▶ [RECORDS PROVIDED]
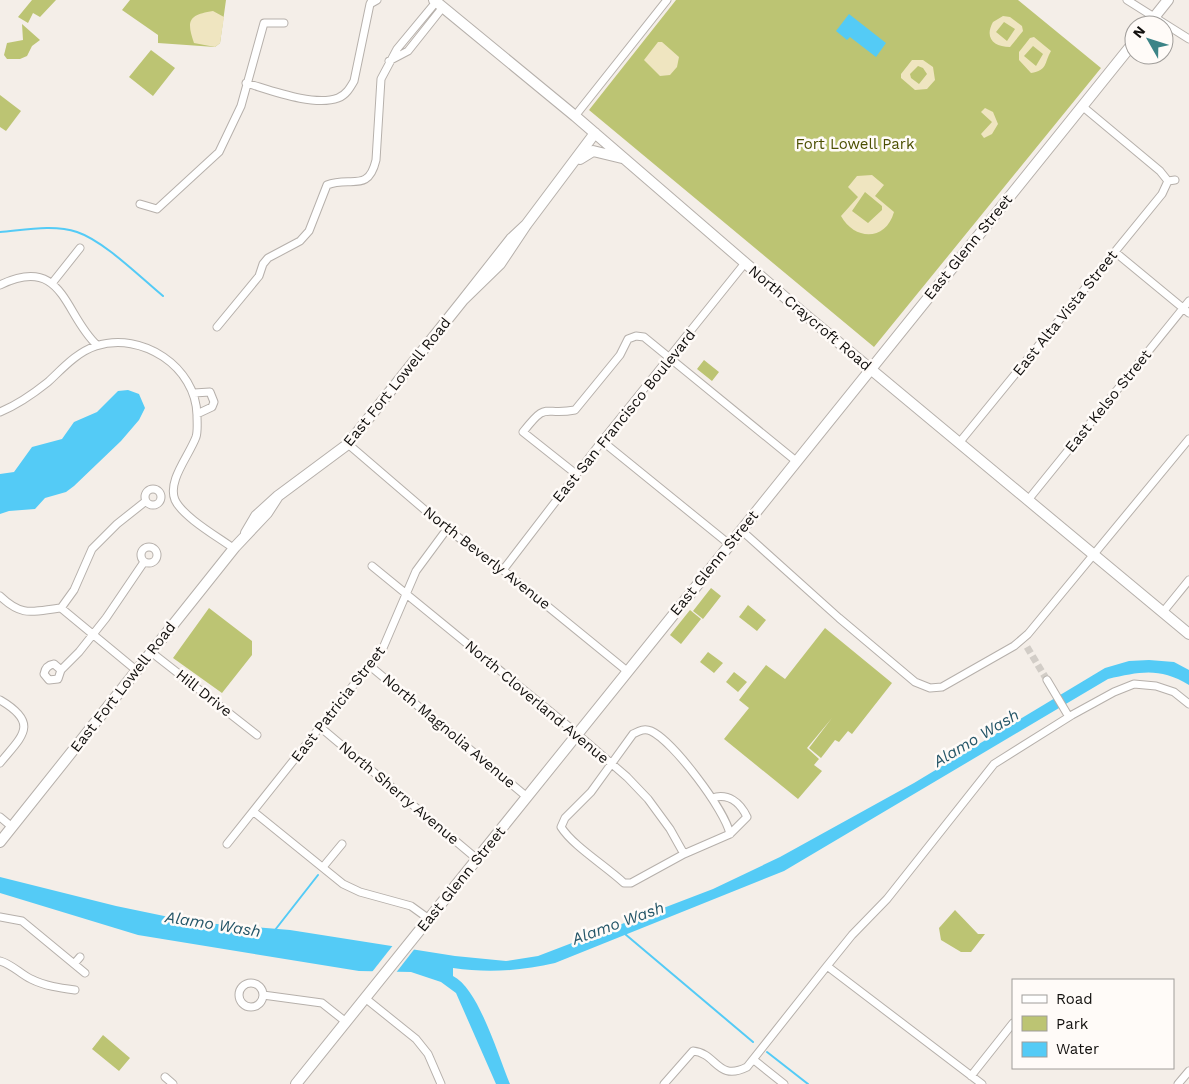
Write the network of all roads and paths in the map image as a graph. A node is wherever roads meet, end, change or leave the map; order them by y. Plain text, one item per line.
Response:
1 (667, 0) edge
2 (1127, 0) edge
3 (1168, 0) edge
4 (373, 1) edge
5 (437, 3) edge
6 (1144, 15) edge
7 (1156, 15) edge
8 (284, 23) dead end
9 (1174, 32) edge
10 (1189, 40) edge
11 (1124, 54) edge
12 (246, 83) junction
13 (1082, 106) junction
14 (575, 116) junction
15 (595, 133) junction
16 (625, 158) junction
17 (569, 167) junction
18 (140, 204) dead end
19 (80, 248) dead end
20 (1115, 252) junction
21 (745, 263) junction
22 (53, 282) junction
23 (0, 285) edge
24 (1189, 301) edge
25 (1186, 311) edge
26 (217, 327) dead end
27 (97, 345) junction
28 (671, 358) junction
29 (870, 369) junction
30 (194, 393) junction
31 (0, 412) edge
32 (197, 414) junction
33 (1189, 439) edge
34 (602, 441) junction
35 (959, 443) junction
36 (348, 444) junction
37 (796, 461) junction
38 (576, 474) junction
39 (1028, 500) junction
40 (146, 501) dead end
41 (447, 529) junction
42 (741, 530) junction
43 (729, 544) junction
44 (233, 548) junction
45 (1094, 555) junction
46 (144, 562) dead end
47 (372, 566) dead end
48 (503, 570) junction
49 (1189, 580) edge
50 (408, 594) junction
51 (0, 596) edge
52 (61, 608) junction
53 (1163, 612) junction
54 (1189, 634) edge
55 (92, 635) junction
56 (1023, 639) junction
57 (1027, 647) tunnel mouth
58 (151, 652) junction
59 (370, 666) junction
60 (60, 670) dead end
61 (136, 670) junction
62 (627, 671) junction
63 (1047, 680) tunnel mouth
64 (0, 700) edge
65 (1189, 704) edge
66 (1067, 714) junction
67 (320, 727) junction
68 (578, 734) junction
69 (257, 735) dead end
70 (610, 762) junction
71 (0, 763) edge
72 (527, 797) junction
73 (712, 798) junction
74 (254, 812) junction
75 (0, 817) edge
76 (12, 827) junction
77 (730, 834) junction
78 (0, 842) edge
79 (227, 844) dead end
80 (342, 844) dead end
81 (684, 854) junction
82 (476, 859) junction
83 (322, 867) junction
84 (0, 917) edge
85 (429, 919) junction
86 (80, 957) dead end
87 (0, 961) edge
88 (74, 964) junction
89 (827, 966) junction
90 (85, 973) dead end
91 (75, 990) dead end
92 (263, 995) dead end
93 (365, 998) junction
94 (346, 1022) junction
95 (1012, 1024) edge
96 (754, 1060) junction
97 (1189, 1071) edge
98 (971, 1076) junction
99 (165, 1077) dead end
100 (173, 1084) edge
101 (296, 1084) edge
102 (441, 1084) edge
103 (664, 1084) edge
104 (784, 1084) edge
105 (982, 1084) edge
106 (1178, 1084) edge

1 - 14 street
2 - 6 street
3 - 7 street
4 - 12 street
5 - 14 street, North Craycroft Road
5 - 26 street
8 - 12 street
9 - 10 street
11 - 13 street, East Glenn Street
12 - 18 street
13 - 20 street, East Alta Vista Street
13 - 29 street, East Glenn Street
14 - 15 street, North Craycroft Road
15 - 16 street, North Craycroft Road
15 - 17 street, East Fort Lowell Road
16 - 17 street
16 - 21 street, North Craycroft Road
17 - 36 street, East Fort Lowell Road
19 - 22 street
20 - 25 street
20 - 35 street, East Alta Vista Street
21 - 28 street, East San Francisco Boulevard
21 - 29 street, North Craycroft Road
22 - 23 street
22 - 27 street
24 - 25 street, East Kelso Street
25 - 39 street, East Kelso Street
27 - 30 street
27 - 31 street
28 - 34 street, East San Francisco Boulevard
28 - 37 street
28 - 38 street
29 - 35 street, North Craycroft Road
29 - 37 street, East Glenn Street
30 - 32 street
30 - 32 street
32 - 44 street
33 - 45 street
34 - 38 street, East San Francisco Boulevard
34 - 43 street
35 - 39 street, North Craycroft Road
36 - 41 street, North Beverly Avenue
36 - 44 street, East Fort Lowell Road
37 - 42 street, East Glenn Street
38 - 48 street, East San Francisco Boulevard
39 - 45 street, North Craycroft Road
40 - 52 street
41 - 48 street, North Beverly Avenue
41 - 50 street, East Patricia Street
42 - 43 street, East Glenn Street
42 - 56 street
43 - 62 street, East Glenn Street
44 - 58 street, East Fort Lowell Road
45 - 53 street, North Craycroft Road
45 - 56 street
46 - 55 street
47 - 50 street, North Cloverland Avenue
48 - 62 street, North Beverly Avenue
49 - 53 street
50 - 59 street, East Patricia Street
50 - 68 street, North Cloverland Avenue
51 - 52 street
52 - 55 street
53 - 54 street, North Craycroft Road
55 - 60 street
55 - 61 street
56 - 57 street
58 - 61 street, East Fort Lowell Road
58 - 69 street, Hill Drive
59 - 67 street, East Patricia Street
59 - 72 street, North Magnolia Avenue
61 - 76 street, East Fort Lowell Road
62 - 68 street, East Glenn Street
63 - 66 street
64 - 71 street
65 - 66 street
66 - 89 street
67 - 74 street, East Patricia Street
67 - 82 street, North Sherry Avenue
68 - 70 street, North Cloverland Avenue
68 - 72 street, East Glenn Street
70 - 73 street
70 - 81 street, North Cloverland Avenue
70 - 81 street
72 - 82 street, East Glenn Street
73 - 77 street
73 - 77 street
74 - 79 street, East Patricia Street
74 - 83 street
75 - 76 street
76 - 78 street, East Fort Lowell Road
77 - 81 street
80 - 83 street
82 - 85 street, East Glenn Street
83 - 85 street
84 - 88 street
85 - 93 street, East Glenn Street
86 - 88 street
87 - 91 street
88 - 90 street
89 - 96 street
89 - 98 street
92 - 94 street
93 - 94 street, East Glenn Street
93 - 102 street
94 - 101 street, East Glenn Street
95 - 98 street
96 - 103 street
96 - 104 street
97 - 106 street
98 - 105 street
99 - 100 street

▶ [WHAT YOU WILL DO] Which lines in the listing hold the word "Vista"? Copy them out.

▶ [FINISHED TASK]
13 - 20 street, East Alta Vista Street
20 - 35 street, East Alta Vista Street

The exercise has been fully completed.